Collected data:
==*==

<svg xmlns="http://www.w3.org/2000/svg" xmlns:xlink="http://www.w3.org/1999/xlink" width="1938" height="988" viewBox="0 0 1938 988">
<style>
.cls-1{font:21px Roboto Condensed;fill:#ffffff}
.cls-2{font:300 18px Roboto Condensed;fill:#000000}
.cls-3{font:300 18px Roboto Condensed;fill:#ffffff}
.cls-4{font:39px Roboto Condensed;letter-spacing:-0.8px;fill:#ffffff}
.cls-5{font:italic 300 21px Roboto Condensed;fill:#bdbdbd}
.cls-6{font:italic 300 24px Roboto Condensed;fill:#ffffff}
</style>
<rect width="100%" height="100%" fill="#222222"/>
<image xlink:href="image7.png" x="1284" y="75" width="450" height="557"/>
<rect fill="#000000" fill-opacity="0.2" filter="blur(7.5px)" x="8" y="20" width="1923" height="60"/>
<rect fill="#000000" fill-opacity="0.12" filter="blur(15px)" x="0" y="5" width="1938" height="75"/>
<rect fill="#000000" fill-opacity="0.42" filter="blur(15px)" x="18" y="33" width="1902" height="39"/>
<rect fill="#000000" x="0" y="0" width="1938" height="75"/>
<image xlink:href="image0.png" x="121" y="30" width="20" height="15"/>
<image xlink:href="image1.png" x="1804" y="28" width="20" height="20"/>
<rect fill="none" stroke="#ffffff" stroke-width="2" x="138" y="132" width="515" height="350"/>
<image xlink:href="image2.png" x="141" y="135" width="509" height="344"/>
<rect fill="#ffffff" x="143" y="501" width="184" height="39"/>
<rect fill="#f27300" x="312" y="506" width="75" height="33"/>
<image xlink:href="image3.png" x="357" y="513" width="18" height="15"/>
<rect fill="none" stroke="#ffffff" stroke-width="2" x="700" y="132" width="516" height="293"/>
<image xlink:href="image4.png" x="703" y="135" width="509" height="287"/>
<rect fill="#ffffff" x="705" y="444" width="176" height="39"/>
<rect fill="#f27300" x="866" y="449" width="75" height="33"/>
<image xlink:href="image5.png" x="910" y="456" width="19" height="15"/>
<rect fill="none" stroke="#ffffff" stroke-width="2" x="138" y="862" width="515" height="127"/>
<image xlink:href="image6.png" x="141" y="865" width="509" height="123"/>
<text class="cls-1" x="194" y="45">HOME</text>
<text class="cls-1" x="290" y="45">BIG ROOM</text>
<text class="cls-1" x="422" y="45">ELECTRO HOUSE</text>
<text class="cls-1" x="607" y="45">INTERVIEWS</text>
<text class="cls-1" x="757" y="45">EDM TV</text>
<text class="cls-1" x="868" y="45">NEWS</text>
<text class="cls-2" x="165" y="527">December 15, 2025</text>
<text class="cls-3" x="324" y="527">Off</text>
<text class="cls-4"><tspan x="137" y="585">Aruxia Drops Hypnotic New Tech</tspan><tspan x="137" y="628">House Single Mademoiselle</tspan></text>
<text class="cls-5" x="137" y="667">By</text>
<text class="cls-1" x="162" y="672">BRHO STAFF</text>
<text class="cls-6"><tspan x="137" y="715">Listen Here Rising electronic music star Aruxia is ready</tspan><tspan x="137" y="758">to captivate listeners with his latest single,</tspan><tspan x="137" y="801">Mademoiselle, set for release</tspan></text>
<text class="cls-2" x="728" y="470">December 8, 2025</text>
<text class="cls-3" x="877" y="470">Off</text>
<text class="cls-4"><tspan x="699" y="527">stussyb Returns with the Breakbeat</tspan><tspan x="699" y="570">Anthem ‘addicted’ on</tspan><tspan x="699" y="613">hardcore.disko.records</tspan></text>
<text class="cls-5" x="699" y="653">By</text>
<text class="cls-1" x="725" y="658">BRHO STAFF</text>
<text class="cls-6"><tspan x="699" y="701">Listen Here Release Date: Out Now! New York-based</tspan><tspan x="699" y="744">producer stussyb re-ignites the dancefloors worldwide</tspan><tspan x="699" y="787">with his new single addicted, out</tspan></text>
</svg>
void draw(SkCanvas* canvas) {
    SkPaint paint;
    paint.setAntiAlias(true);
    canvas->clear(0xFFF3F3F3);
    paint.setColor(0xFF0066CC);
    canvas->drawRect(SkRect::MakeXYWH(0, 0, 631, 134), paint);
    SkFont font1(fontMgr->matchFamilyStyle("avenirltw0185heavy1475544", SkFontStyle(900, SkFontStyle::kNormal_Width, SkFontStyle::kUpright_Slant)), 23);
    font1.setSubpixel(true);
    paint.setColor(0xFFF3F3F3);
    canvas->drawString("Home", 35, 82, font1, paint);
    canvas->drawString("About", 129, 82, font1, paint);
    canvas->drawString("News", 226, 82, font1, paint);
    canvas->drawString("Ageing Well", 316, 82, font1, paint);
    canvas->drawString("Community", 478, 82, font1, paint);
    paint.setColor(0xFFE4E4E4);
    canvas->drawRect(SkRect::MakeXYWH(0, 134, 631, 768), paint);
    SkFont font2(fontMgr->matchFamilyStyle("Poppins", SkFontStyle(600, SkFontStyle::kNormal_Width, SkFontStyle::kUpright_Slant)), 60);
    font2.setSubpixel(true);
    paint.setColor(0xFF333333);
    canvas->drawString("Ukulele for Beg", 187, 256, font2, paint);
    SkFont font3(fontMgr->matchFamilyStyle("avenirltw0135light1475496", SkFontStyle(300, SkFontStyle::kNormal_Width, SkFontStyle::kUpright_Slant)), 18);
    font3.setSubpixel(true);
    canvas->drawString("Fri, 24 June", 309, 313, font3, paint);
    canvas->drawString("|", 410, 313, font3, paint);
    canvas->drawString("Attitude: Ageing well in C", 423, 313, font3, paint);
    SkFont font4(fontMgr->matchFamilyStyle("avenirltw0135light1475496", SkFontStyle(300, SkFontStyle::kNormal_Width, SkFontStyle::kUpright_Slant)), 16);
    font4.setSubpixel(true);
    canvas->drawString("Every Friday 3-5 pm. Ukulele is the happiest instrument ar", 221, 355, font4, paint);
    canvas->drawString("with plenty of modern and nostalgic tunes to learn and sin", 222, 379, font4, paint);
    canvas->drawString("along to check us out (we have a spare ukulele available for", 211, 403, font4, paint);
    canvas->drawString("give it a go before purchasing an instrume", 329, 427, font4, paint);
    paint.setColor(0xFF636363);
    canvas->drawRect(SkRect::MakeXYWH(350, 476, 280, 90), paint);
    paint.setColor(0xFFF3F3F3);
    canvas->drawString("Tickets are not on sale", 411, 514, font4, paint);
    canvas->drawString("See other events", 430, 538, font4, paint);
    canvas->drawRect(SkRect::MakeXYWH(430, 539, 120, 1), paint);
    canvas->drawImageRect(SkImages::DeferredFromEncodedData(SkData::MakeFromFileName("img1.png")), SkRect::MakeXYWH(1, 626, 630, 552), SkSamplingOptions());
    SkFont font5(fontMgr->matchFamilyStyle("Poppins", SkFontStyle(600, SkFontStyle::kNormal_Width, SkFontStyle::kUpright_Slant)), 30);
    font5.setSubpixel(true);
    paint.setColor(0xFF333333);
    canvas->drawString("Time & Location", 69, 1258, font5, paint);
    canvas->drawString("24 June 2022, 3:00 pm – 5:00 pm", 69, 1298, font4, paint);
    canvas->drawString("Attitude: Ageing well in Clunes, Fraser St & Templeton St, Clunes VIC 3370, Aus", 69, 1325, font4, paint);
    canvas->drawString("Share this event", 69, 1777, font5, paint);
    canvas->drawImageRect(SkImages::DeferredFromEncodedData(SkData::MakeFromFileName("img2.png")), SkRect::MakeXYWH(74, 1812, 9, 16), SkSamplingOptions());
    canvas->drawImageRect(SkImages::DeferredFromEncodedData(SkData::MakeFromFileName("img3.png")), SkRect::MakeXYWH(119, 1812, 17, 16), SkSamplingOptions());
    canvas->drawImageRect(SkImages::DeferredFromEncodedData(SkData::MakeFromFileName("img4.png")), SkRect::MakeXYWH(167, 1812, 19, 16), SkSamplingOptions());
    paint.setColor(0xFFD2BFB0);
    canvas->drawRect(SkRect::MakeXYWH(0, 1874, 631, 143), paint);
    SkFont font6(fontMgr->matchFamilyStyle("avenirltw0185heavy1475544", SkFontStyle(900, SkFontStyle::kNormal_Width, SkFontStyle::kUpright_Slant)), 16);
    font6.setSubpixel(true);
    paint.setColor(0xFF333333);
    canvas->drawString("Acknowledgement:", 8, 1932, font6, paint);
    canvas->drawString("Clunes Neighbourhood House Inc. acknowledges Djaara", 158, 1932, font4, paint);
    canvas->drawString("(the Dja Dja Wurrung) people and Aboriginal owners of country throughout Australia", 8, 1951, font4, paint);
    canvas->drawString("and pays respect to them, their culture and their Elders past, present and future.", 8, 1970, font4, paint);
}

==*==

▶ [Problem to solve]
All lines in the records above with "tspan" need to be found and copied.

▶ [Response box]
<text class="cls-4"><tspan x="137" y="585">Aruxia Drops Hypnotic New Tech</tspan><tspan x="137" y="628">House Single Mademoiselle</tspan></text>
<text class="cls-6"><tspan x="137" y="715">Listen Here Rising electronic music star Aruxia is ready</tspan><tspan x="137" y="758">to captivate listeners with his latest single,</tspan><tspan x="137" y="801">Mademoiselle, set for release</tspan></text>
<text class="cls-4"><tspan x="699" y="527">stussyb Returns with the Breakbeat</tspan><tspan x="699" y="570">Anthem ‘addicted’ on</tspan><tspan x="699" y="613">hardcore.disko.records</tspan></text>
<text class="cls-6"><tspan x="699" y="701">Listen Here Release Date: Out Now! New York-based</tspan><tspan x="699" y="744">producer stussyb re-ignites the dancefloors worldwide</tspan><tspan x="699" y="787">with his new single addicted, out</tspan></text>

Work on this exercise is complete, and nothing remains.